The only outdoor exhibit, the Oil Patch, is dedicated to the men of the oil fields that dug ditches, drilled wells and produced the crude oil that the museum celebrates. At over 40 acres, it is one of the largest collections of its type in the world. The exhibit includes:

- Eight full-sized cable-tool rigs
- Santa Rita Number 2: an oil drilling rig that was converted into a pump
- 148 ft mast rotary drilling rig
- 119 ft steel production derrick (1930s)
- Various oil field tools

== Galleries ==

=== Mineral Gallery ===
This gallery contains rare gemstones and geodes.

=== Abell Family Gallery ===
This gallery contains both Abell family history and artifacts, as well as Tim Lovell's exhibit of paintings of fourteen Permian Basin historical scenes.

=== Chaparral Cars Gallery ===
This Chaparral Gallery Exhibit contains seven race cars built by Jim Hall and Hap Sharp of Chaparral Cars, as well as a prototype Corvette tested by Jim Hall for Chevrolet Engineering.

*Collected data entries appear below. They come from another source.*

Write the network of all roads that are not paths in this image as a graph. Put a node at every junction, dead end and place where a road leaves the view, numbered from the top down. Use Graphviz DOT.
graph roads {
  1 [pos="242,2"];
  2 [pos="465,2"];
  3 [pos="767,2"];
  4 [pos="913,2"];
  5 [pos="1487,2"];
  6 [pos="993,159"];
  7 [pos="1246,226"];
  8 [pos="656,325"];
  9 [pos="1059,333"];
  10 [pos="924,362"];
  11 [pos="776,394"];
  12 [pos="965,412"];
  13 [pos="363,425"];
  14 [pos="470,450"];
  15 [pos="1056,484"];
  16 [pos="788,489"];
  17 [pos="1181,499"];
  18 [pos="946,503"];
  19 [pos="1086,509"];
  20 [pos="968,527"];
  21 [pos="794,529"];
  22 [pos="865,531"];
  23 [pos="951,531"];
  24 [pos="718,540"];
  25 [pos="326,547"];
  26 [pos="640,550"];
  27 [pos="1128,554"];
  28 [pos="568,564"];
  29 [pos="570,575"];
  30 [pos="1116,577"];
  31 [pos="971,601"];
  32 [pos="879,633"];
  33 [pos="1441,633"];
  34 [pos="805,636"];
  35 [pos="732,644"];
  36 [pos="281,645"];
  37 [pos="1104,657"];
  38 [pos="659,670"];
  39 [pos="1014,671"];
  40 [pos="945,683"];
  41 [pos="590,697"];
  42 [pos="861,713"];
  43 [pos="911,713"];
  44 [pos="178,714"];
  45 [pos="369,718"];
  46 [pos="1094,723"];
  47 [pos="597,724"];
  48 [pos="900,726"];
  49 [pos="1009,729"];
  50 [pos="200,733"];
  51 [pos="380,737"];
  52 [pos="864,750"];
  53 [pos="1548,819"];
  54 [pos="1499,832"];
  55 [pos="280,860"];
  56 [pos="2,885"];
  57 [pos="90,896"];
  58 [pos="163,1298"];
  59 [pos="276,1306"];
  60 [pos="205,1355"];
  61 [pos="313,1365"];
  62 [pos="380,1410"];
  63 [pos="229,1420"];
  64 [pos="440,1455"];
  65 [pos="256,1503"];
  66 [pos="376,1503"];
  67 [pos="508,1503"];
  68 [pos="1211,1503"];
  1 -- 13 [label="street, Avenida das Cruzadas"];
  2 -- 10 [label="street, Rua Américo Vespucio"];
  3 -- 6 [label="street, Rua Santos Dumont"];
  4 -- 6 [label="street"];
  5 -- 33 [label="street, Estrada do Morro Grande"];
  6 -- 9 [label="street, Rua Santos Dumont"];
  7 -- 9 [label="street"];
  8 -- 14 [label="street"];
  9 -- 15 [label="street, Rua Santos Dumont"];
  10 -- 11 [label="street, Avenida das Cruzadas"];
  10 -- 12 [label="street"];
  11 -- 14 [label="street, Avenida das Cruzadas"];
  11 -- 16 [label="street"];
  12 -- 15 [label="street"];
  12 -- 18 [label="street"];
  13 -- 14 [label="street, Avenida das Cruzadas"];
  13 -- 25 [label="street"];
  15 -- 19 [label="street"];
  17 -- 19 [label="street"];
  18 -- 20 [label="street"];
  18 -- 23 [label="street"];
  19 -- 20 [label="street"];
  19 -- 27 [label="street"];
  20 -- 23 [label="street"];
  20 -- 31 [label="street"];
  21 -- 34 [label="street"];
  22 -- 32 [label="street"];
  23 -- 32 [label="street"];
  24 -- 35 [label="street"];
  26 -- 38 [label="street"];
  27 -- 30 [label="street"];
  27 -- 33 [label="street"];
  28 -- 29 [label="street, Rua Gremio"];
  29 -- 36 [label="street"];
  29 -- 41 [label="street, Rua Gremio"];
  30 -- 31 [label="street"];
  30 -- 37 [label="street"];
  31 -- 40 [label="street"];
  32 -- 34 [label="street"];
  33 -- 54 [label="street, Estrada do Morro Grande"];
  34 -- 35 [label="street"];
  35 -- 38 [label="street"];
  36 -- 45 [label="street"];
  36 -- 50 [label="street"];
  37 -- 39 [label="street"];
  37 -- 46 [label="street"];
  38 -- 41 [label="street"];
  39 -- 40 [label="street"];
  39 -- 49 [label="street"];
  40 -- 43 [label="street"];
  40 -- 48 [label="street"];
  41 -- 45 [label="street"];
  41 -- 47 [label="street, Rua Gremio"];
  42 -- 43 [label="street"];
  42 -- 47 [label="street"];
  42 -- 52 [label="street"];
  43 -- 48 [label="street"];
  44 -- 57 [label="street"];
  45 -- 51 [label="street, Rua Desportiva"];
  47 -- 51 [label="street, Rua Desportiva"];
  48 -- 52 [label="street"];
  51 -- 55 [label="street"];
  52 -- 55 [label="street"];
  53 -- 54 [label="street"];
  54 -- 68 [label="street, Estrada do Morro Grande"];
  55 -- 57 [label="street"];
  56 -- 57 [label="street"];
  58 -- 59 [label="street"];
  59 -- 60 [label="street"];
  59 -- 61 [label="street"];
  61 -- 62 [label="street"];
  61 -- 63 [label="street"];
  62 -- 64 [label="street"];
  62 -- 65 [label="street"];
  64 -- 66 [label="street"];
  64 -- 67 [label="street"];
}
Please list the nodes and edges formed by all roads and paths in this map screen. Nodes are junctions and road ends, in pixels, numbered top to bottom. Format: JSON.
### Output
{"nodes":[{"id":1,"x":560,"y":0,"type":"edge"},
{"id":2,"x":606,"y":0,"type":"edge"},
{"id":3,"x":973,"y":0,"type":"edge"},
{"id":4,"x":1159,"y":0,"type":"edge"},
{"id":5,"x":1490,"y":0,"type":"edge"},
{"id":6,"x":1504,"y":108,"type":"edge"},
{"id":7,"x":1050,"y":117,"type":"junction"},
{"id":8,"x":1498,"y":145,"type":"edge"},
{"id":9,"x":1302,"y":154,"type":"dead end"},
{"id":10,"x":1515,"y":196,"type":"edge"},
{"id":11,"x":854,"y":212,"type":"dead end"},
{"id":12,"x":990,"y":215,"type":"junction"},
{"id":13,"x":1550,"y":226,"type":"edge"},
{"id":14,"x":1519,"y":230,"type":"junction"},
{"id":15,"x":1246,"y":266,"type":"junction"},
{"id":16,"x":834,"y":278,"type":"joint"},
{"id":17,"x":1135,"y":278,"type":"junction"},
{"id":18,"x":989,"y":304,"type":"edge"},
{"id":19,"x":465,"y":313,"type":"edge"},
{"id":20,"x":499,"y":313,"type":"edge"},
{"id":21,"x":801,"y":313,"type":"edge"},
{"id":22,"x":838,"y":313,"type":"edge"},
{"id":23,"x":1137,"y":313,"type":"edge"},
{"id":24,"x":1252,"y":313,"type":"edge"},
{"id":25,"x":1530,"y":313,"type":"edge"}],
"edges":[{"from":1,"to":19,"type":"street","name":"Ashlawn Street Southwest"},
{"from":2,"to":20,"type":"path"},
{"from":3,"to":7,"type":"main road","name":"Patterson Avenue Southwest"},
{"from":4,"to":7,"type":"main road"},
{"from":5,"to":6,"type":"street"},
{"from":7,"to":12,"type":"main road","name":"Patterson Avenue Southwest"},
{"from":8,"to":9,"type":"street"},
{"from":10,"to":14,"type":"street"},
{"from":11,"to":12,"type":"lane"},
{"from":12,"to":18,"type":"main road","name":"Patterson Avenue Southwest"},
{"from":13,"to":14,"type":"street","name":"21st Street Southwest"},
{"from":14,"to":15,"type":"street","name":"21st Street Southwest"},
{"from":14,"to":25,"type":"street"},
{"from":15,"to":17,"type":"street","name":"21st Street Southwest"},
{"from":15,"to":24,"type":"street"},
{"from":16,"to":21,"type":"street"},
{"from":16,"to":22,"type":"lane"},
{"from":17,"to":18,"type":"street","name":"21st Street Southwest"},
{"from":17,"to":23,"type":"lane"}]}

In 1962, Chaparral Cars was founded by the pair of American F1 drivers in Midland, Texas. Out of their small, Texas shop, the two pioneered the use of aerodynamics in motorsports with their movable wing and active and passive ground-effect designs. This includes the Chaparral 2J, an ultra high downforce fan car built for the 1970 Can-Am series that was banned by FIA officials following its success. The museum drives one of these racing cars in front of the museum about every other month to maintain their running and driving conditions. Below is a list of the displayed race cars:

| Photo | Name | Operation | Ref(s) |
|---|---|---|---|
|  | Chaparral 2 | 1963 1964 1965 |  |
|  | Chaparral 2D | 1966 |  |
|  | Chaparral 2E |  |  |
|  | Chaparral 2F | 1967 |  |
|  | Chaparral 2H | 1969 Can-Am |  |
|  | Chaparral 2J | 1970 Can-Am |  |
|  | Chaparral 2K | 1979 Indy Car 1980 Indy Car |  |
|  | GS IIB Experimental Corvette | 1963 1964 |  |

=== Petroleum Hall of Fame ===
A highlight of the Permian Basin Petroleum Museum is its Petroleum Hall of Fame, originally instituted in 1967. This hall boasts the image of 156 of its distinguished honorees. Every odd-numbered year saw the induction of four new people or teams to the hall.